Once the pictures are set aside, reproduce all of the records exactly.

▶ _RECORDS PROVIDED_
===============
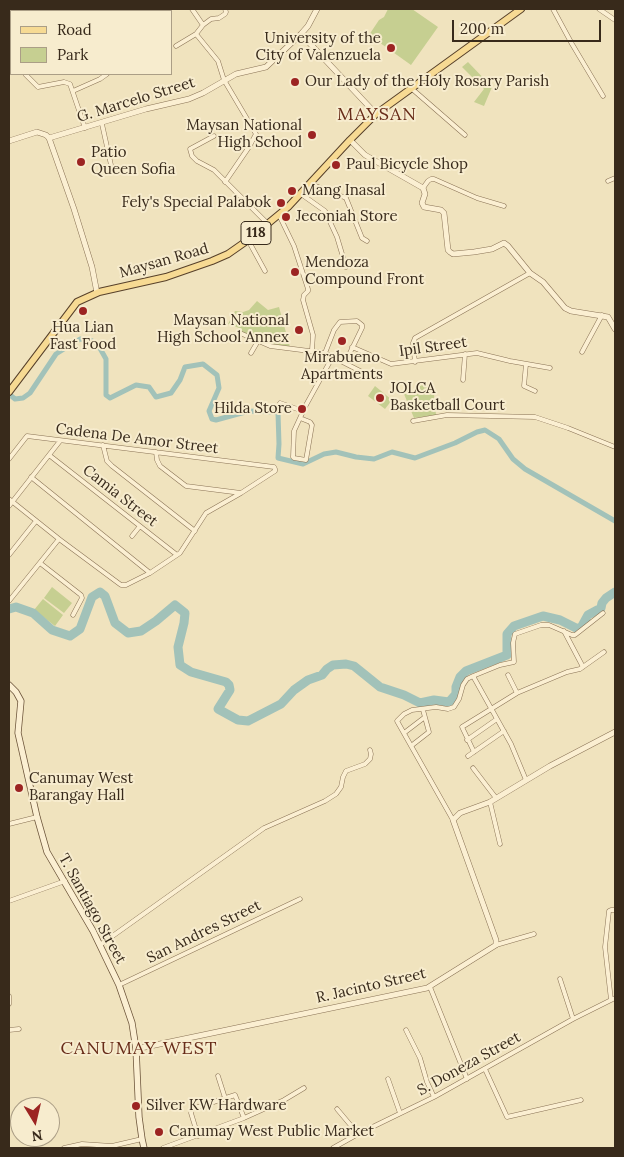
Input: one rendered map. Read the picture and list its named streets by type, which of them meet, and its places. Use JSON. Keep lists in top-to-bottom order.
{
  "streets": {
    "main road": ["118", "Maysan Road", "T. Santiago Street"],
    "street": [
      "G. Marcelo Street",
      "Ipil Street",
      "Cadena De Amor Street",
      "Camia Street",
      "San Andres Street",
      "R. Jacinto Street",
      "S. Doneza Street"
    ]
  },
  "crossings": [
    ["T. Santiago Street", "San Andres Street"],
    ["T. Santiago Street", "R. Jacinto Street"]
  ],
  "districts": ["MAYSAN", "CANUMAY WEST"],
  "places": [
    "University of the City of Valenzuela",
    "Our Lady of the Holy Rosary Parish",
    "Maysan National High School",
    "Patio Queen Sofia",
    "Paul Bicycle Shop",
    "Mang Inasal",
    "Fely's Special Palabok",
    "Jeconiah Store",
    "Mendoza Compound Front",
    "Hua Lian Fast Food",
    "Maysan National High School Annex",
    "Mirabueno Apartments",
    "JOLCA Basketball Court",
    "Hilda Store",
    "Canumay West Barangay Hall",
    "Silver KW Hardware",
    "Canumay West Public Market"
  ],
  "legend": ["Road", "Park"],
  "scale_bar": "200 m",
  "north": "bottom"
}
===============
▶ _WRITTEN SOLUTION_
Input: one rendered map. Read the picture and list its named streets by type, which of them meet, and its places. Use JSON. Keep lists in top-to-bottom order.
{
  "streets": {
    "main road": ["118", "Maysan Road", "T. Santiago Street"],
    "street": [
      "G. Marcelo Street",
      "Ipil Street",
      "Cadena De Amor Street",
      "Camia Street",
      "San Andres Street",
      "R. Jacinto Street",
      "S. Doneza Street"
    ]
  },
  "crossings": [
    ["T. Santiago Street", "San Andres Street"],
    ["T. Santiago Street", "R. Jacinto Street"]
  ],
  "districts": ["MAYSAN", "CANUMAY WEST"],
  "places": [
    "University of the City of Valenzuela",
    "Our Lady of the Holy Rosary Parish",
    "Maysan National High School",
    "Patio Queen Sofia",
    "Paul Bicycle Shop",
    "Mang Inasal",
    "Fely's Special Palabok",
    "Jeconiah Store",
    "Mendoza Compound Front",
    "Hua Lian Fast Food",
    "Maysan National High School Annex",
    "Mirabueno Apartments",
    "JOLCA Basketball Court",
    "Hilda Store",
    "Canumay West Barangay Hall",
    "Silver KW Hardware",
    "Canumay West Public Market"
  ],
  "legend": ["Road", "Park"],
  "scale_bar": "200 m",
  "north": "bottom"
}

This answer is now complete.